▸ **Task requirements**: If a line below contains the string "thumb", copy it out.

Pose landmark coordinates

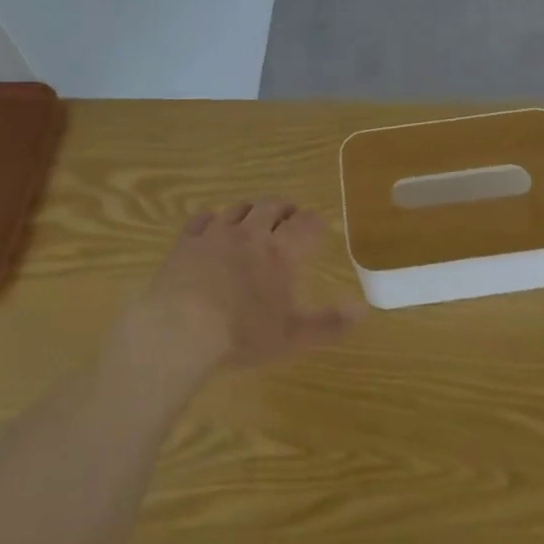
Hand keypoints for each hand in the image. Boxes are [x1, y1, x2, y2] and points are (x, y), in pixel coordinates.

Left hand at [107, 201, 357, 393]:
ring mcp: (216, 234)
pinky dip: (211, 217)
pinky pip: (201, 219)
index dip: (314, 223)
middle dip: (284, 208)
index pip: (305, 225)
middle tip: (290, 213)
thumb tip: (363, 309)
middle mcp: (251, 234)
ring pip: (238, 209)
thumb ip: (330, 322)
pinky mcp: (186, 242)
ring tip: (254, 215)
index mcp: (281, 252)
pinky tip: (211, 222)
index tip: (318, 225)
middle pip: (271, 207)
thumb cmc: (242, 334)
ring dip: (251, 209)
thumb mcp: (294, 336)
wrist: (179, 330)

▸ **Your solution**:
thumb tip: (363, 309)
thumb ip: (330, 322)
thumb cmc: (242, 334)
thumb mcp: (294, 336)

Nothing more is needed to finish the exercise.